The Old Testament prohibits interest on
loans to the poor, because they are a form of charity (Ex 22:24; Lev
25: 35-37). The poor person will have to use the money borrowed for
consumption goods so there will be no profit, which can be used to
pay interest. This prohibition on interest was erroneously extended
by Christians to business loans (Matt 25:27). Interest on commercial
loans for use in trade or business is not forbidden.
The legitimacy of interest is an important
principle to establish because interest is essential to economic
growth. Economic growth can only take place if the economyís
capital (stock of productive plant and equipment) is built up. This
can only happen if someone in the economy saves, and interest is
essential for saving to occur.
Consider a subsistence fisherman. He has no
equipment, but he catches enough fish with his bare hands to
survive, by working most of the day. He could improve his fishing by
making some nets or a boat, but while he was doing this he would not
have time to fish so he would go hungry. If he can save a little bit
of fish each day, he can build up a stock of fish. Then he can live
on saved fish while he builds a net and boat. With the net and boat
(his capital) he can catch enough fish to live on in half a day.
This means that he will only need to fish every second day. He can
use the other day to make better equipment or other things that will
improve his lifestyle. Or he could fish every day, and trade the
surplus with other people for other things that he needs. Getting
some capital equipment improves the quality of his life. However to
obtain the capital equipment, he had to make some saving first. The
reward for saving was the stream of extra income he was able to
produce with his capital. This is the equivalent of interest.
The same principle applies in any economy.
If all money is spent on consumption goods, there will be no money
available to buy capital goods. For money to be available to buy
capital goods some people have to forgo consumption. They can either
buy capital goods themselves and start a business, or they can
deposit the money in a bank. The bank can lend the money to a
business to buy capital goods. The reward for forgoing consumption
is the profit that the business makes, or the interest that will be
earned on the savings account.
If it is not possible to pay interest on a
loan, there will be no incentive to save. The only people who would
save are those who can start business themselves. Most others would
just consume all they earn. The resulting shortage of capital would
limit the growth that takes place in the economy.
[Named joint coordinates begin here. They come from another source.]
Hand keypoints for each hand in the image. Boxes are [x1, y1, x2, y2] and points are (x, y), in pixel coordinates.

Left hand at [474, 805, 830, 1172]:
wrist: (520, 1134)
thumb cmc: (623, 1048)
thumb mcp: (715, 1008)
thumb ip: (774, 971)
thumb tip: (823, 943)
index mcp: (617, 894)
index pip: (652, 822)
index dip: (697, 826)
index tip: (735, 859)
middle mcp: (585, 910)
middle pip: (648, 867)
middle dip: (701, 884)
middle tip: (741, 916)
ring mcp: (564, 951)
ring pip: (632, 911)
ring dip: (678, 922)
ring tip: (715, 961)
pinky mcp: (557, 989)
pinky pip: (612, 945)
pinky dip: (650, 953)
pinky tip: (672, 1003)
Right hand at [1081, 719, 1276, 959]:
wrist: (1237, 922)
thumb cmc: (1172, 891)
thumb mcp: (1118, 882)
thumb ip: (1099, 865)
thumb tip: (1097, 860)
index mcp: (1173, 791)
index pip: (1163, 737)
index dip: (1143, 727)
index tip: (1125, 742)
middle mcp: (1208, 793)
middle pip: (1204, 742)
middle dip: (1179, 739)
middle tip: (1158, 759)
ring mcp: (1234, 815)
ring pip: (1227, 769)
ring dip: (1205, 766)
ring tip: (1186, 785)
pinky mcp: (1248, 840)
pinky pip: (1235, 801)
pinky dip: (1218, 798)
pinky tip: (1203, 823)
The price of capital goods will adjust so
that their supply is equal to the value of savings available for
purchasing them. For example if people decide to save more, some of
the consumer goods being produced will no longer be required. The
price of consumer goods will fall. This will encourage producers to
produce capital goods. These can be purchased with loans that will
be made available through the additional deposits in savings
The interest rate will also rise and fall to
clear the markets. Interest has three components
- inflation premium
- risk premium
- time preference factor
Each of these will be explained separately
in the following sections.
1. Inflation premium
Part of the interest rate is an inflation
premium to compensate the lender for any future inflation. If there
is inflation in the economy, then the borrower will pay back the
loan in dollars that are now worth less than the dollars that were
originally lent. To compensate for this the interest rate charged
will include an inflation premium. The higher the rate of inflation,
the greater the inflation premium will be.
In New Zealand, the inflation premium has
been quite large because of very high inflation rates in the recent
past. In a Christian society with sound money, the inflation will be
rare so the inflation premium will be very small.
2. Risk Premium
When a person lends money through a bank
there is a risk that the loan will go sour. The business venture may
fail. The borrower may prove to be dishonest. A premium will be
built into the interest rate to compensate the lender for this risk.
In a Christian society, the risk premium will be quite small.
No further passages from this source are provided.